> _WHAT YOU HAVE TO DO_
What you return must match the records word for word, except that images are dropped.

> _INPUT DATA_
──────

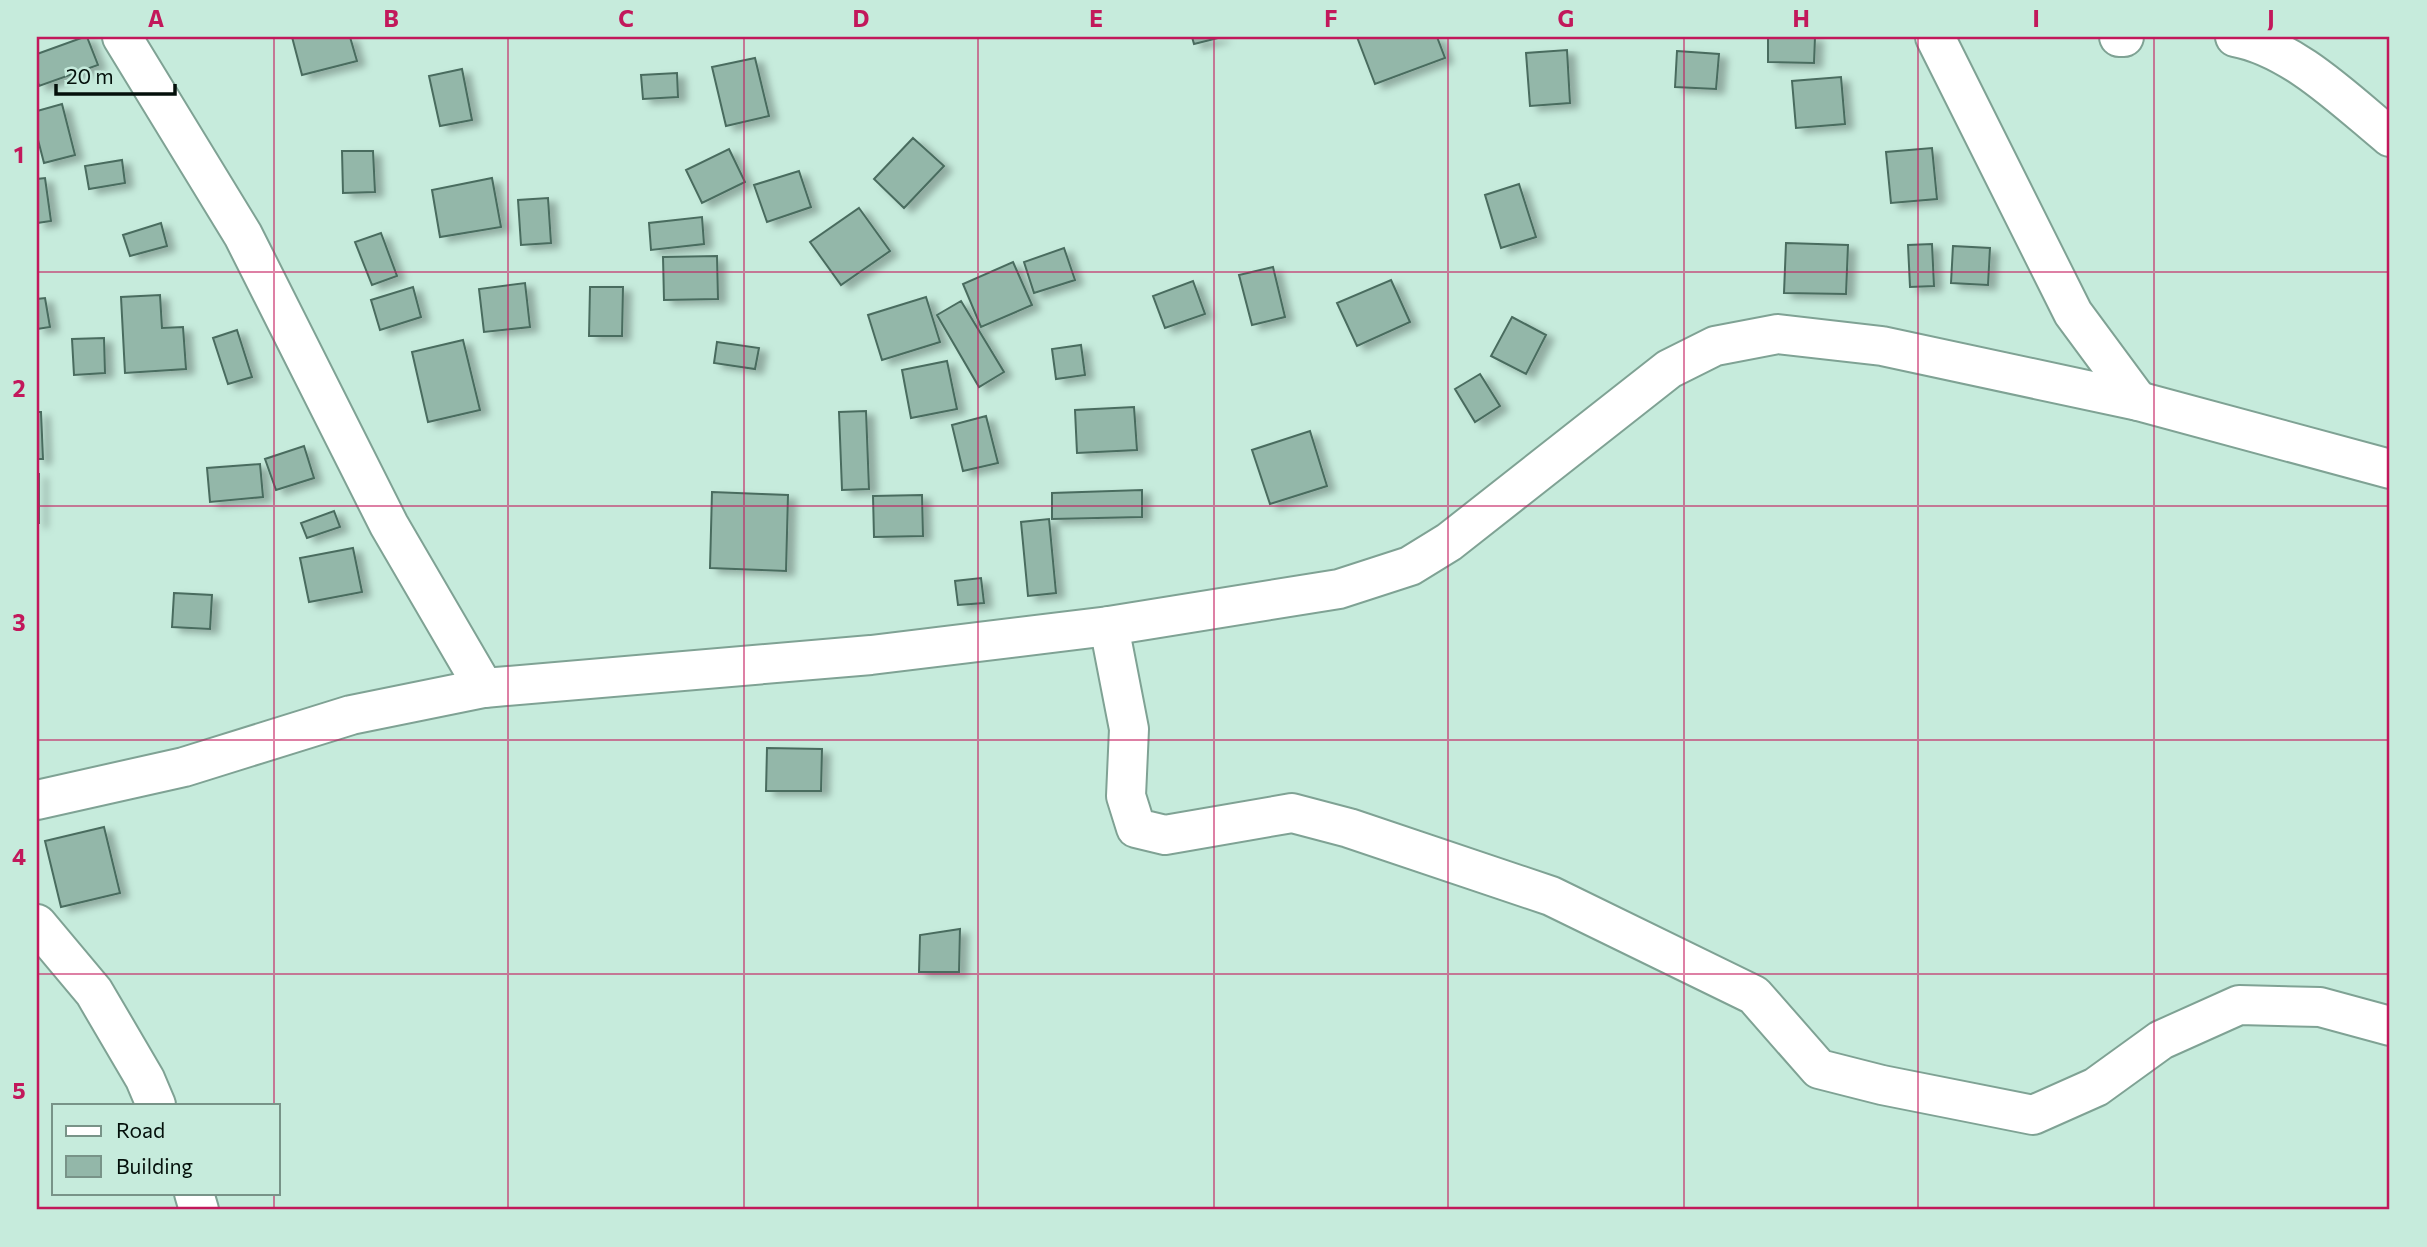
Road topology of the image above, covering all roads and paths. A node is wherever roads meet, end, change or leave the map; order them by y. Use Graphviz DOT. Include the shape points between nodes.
graph roads {
  1 [pos="122,37"];
  2 [pos="1934,37"];
  3 [pos="2235,37"];
  4 [pos="2390,136"];
  5 [pos="2138,401"];
  6 [pos="2390,469"];
  7 [pos="1109,626"];
  8 [pos="484,688"];
  9 [pos="37,800"];
  10 [pos="37,924"];
  11 [pos="2390,1026"];
  12 [pos="156,1104"];
  1 -- 8 [label="street" via="243,235 389,525"];
  2 -- 5 [label="street" via="2073,313"];
  3 -- 4 [label="street" via="2256,41 2318,77"];
  5 -- 6 [label="street"];
  5 -- 7 [label="street" via="1882,346 1778,334 1715,346 1670,369 1449,542 1410,566 1339,589"];
  7 -- 8 [label="street" via="871,655"];
  7 -- 11 [label="street" via="1129,729 1126,796 1136,828 1165,835 1292,813 1552,897 1754,995 1819,1069 2034,1115 2096,1087 2161,1040 2239,1005 2320,1007"];
  8 -- 9 [label="street" via="351,715 184,767"];
  10 -- 12 [label="street" via="94,992"];
}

──────

> _RESULT OF THE EXERCISE_
Road topology of the image above, covering all roads and paths. A node is wherever roads meet, end, change or leave the map; order them by y. Use Graphviz DOT. Include the shape points between nodes.
graph roads {
  1 [pos="122,37"];
  2 [pos="1934,37"];
  3 [pos="2235,37"];
  4 [pos="2390,136"];
  5 [pos="2138,401"];
  6 [pos="2390,469"];
  7 [pos="1109,626"];
  8 [pos="484,688"];
  9 [pos="37,800"];
  10 [pos="37,924"];
  11 [pos="2390,1026"];
  12 [pos="156,1104"];
  1 -- 8 [label="street" via="243,235 389,525"];
  2 -- 5 [label="street" via="2073,313"];
  3 -- 4 [label="street" via="2256,41 2318,77"];
  5 -- 6 [label="street"];
  5 -- 7 [label="street" via="1882,346 1778,334 1715,346 1670,369 1449,542 1410,566 1339,589"];
  7 -- 8 [label="street" via="871,655"];
  7 -- 11 [label="street" via="1129,729 1126,796 1136,828 1165,835 1292,813 1552,897 1754,995 1819,1069 2034,1115 2096,1087 2161,1040 2239,1005 2320,1007"];
  8 -- 9 [label="street" via="351,715 184,767"];
  10 -- 12 [label="street" via="94,992"];
}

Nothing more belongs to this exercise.